**WORK ORDER**
Please copy out every line of the listing below in which the word "bridge" appears.

**DATASET RECORDS**
# # # #
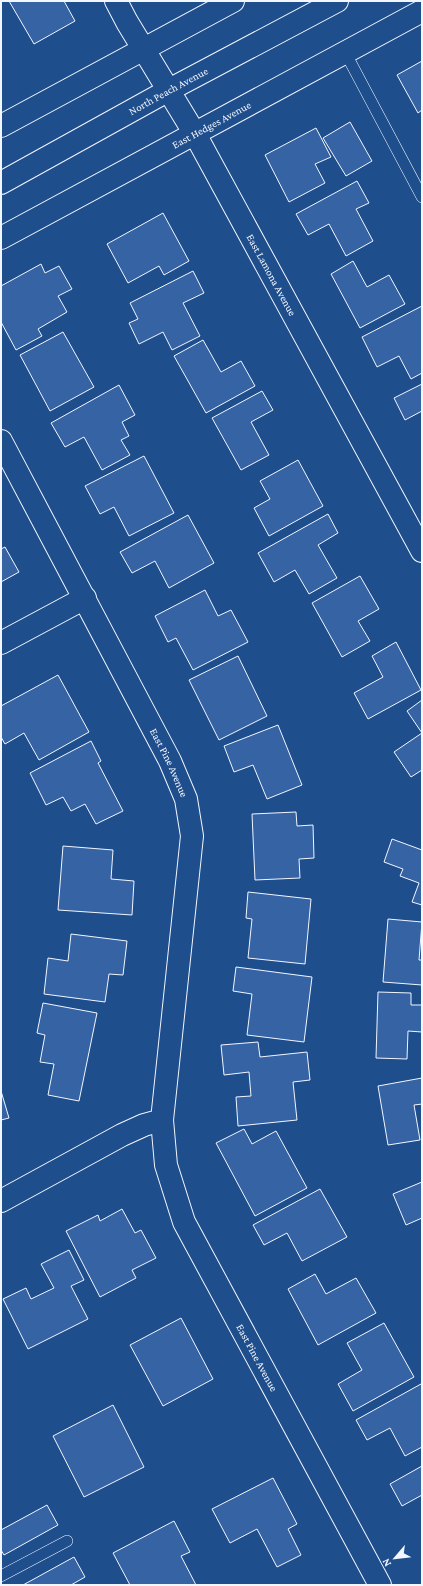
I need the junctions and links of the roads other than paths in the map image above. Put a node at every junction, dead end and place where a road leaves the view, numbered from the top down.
1 (116, 1) edge
2 (234, 1) edge
3 (337, 1) edge
4 (422, 11) edge
5 (143, 49) junction
6 (345, 52) junction
7 (169, 90) junction
8 (1, 126) edge
9 (195, 134) junction
10 (1, 182) edge
11 (422, 197) edge
12 (1, 238) edge
13 (1, 441) edge
14 (422, 551) edge
15 (85, 598) junction
16 (1, 643) edge
17 (162, 1120) junction
18 (1, 1201) edge
19 (68, 1541) dead end
20 (1, 1576) edge
21 (380, 1585) edge

1 - 5 street, East Lamona Avenue
2 - 5 street
3 - 7 street, North Peach Avenue
4 - 6 street, East Hedges Avenue
5 - 7 street, East Lamona Avenue
5 - 8 street
6 - 9 street, East Hedges Avenue
6 - 11 lane
7 - 9 street, East Lamona Avenue
7 - 10 street, North Peach Avenue
9 - 12 street, East Hedges Avenue
9 - 14 street, East Lamona Avenue
13 - 15 street, East Pine Avenue
15 - 16 street
15 - 17 street, East Pine Avenue
17 - 18 street
17 - 21 street, East Pine Avenue
19 - 20 lane

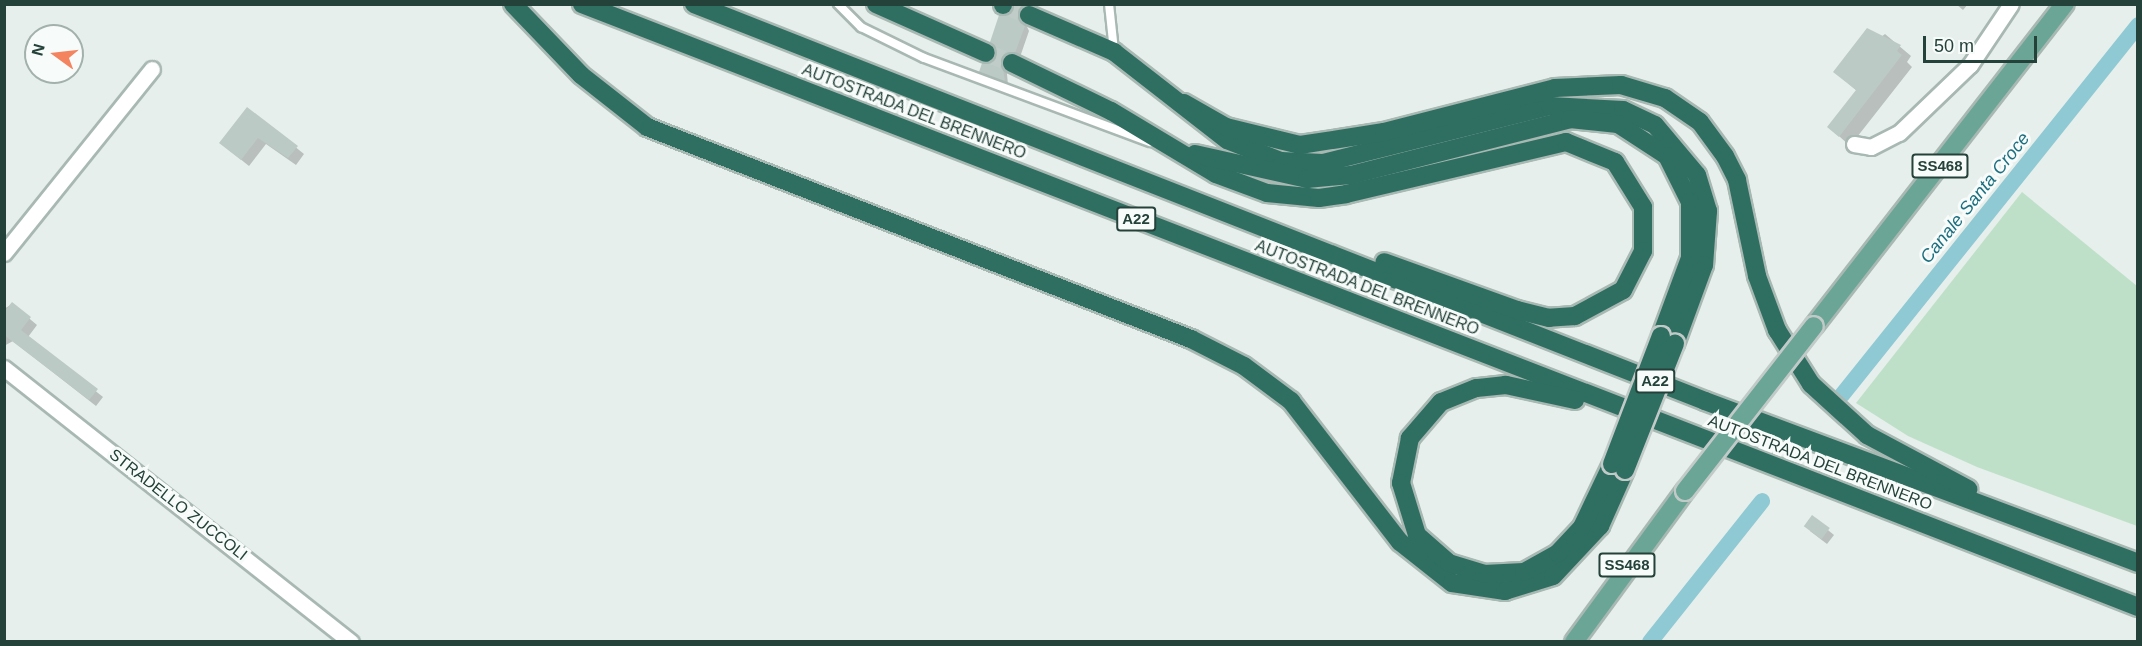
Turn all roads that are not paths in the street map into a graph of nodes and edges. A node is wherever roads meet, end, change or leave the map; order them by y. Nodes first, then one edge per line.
1 (513, 4) edge
2 (582, 4) edge
3 (694, 4) edge
4 (838, 4) edge
5 (876, 4) edge
6 (1109, 4) edge
7 (2011, 4) edge
8 (2065, 4) edge
9 (1029, 15) tunnel mouth
10 (1114, 52) junction
11 (986, 53) tunnel mouth
12 (1011, 63) tunnel mouth
13 (152, 69) dead end
14 (1184, 103) junction
15 (1854, 144) dead end
16 (1170, 147) junction
17 (1175, 192) junction
18 (4, 254) edge
19 (1668, 340) junction
20 (4, 368) edge
21 (1689, 434) junction
22 (1619, 467) junction
23 (2028, 521) junction
24 (2138, 563) edge
25 (2138, 607) edge
26 (351, 642) edge
27 (1574, 642) edge

1 - 22 highway
2 - 21 highway, AUTOSTRADA DEL BRENNERO / A22
3 - 17 highway, AUTOSTRADA DEL BRENNERO / A22
4 - 16 lane
5 - 11 highway
6 - 10 lane
7 - 15 street
8 - 27 main road, SS468, bridge
9 - 10 highway
10 - 14 highway
12 - 16 highway
13 - 18 street
14 - 19 highway
14 - 23 highway
16 - 17 highway
16 - 19 highway
17 - 23 highway, AUTOSTRADA DEL BRENNERO / A22
19 - 22 highway, bridge
20 - 26 street, STRADELLO ZUCCOLI
21 - 22 highway
21 - 25 highway, AUTOSTRADA DEL BRENNERO / A22
23 - 24 highway, AUTOSTRADA DEL BRENNERO / A22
# # # #
**EXERCISE ANSWER**
8 - 27 main road, SS468, bridge
19 - 22 highway, bridge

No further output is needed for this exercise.